* TASK TO CARRY OUT: Find every line of the records that has "dead" and return it.

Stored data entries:
****************
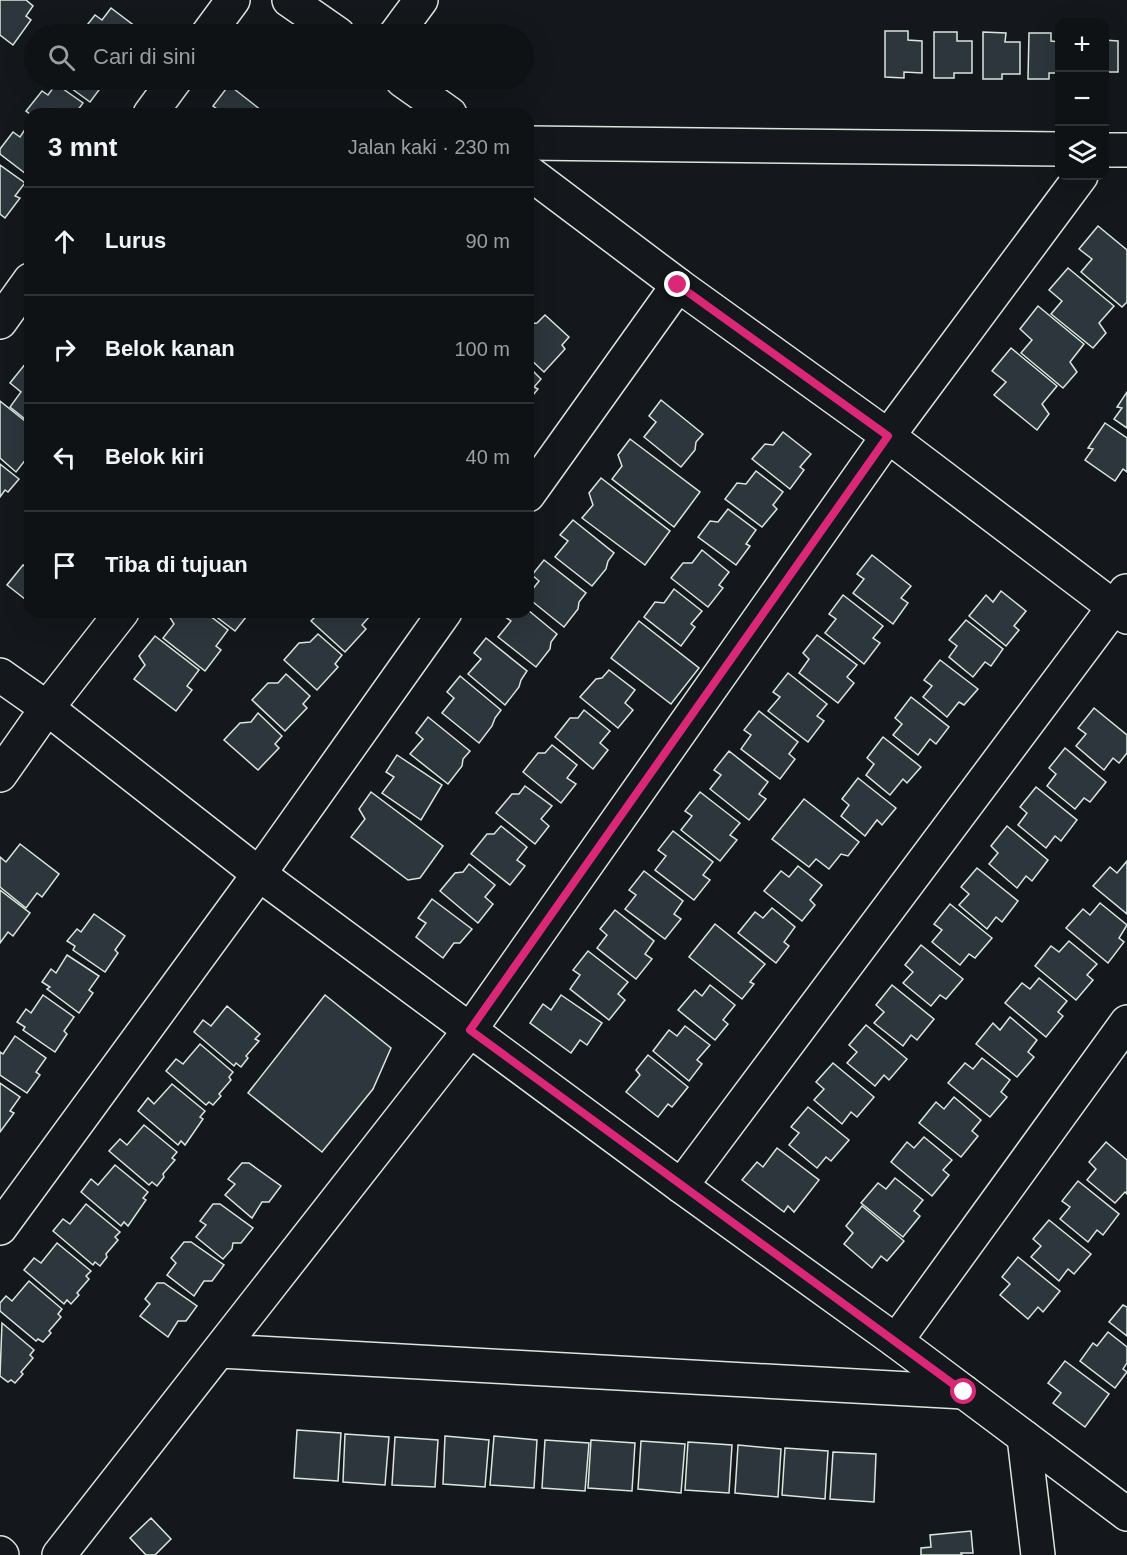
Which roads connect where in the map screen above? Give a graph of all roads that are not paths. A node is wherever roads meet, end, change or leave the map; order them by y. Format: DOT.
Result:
graph roads {
  1 [pos="233,0"];
  2 [pos="289,0"];
  3 [pos="421,0"];
  4 [pos="215,24"];
  5 [pos="324,24"];
  6 [pos="403,24"];
  7 [pos="168,90"];
  8 [pos="416,90"];
  9 [pos="154,108"];
  10 [pos="442,108"];
  11 [pos="534,143"];
  12 [pos="1055,149"];
  13 [pos="1109,150"];
  14 [pos="1127,150"];
  15 [pos="534,177"];
  16 [pos="1078,180"];
  17 [pos="678,285"];
  18 [pos="24,288"];
  19 [pos="0,322"];
  20 [pos="888,436"];
  21 [pos="534,487"];
  22 [pos="1123,605"];
  23 [pos="117,618"];
  24 [pos="441,618"];
  25 [pos="0,675"];
  26 [pos="47,708"];
  27 [pos="0,775"];
  28 [pos="259,874"];
  29 [pos="1127,1022"];
  30 [pos="470,1030"];
  31 [pos="681,1186"];
  32 [pos="0,1228"];
  33 [pos="896,1341"];
  34 [pos="220,1351"];
  35 [pos="964,1392"];
  36 [pos="1024,1437"];
  37 [pos="1127,1514"];
  38 [pos="59,1555"];
  39 [pos="1038,1555"];
  1 -- 4 [label="street"];
  2 -- 5 [label="street"];
  3 -- 6 [label="street"];
  7 -- 9 [label="street"];
  8 -- 10 [label="street"];
  11 -- 12 [label="street"];
  13 -- 14 [label="street"];
  15 -- 17 [label="street"];
  16 -- 20 [label="street"];
  17 -- 20 [label="street"];
  17 -- 21 [label="street"];
  18 -- 19 [label="street"];
  20 -- 22 [label="street"];
  20 -- 30 [label="street"];
  22 -- 31 [label="street"];
  23 -- 26 [label="street"];
  24 -- 28 [label="street"];
  25 -- 26 [label="street"];
  26 -- 27 [label="street"];
  26 -- 28 [label="street"];
  28 -- 30 [label="street"];
  28 -- 32 [label="street"];
  29 -- 33 [label="street"];
  30 -- 31 [label="street"];
  30 -- 34 [label="street"];
  31 -- 33 [label="street"];
  33 -- 35 [label="street"];
  34 -- 35 [label="street"];
  34 -- 38 [label="street"];
  35 -- 36 [label="street"];
  36 -- 37 [label="street"];
  36 -- 39 [label="street"];
}
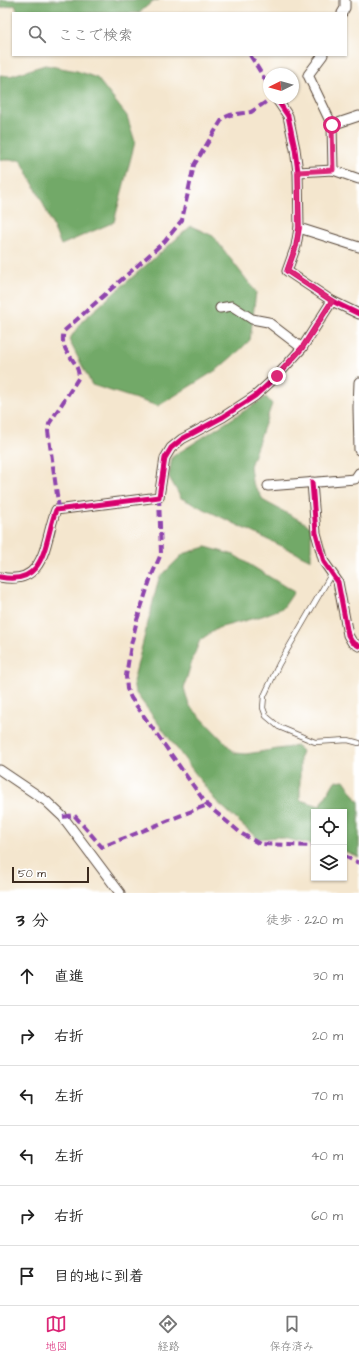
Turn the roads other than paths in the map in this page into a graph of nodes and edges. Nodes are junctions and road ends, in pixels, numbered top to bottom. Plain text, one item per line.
1 (345, 0) edge
2 (343, 12) edge
3 (322, 56) edge
4 (280, 104) edge
5 (359, 116) edge
6 (332, 125) junction
7 (333, 170) junction
8 (298, 172) junction
9 (359, 180) edge
10 (299, 228) junction
11 (359, 247) edge
12 (332, 301) junction
13 (220, 308) dead end
14 (359, 314) edge
15 (302, 348) junction
16 (359, 382) edge
17 (358, 407) edge
18 (359, 450) edge
19 (359, 473) edge
20 (312, 482) junction
21 (268, 486) dead end
22 (332, 573) junction
23 (0, 577) edge
24 (359, 646) edge
25 (359, 744) edge
26 (0, 770) edge
27 (120, 893) edge

1 - 2 street
3 - 6 street
4 - 8 street
5 - 6 street
6 - 7 street
7 - 8 street
7 - 9 street
8 - 10 street
10 - 11 street
10 - 12 street
12 - 14 street
12 - 15 street
13 - 15 street
15 - 23 street
16 - 17 street
17 - 18 street
19 - 20 street
20 - 21 street
20 - 22 street
22 - 24 street
22 - 25 lane
26 - 27 street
****************
* TASK OUTPUT:
13 (220, 308) dead end
21 (268, 486) dead end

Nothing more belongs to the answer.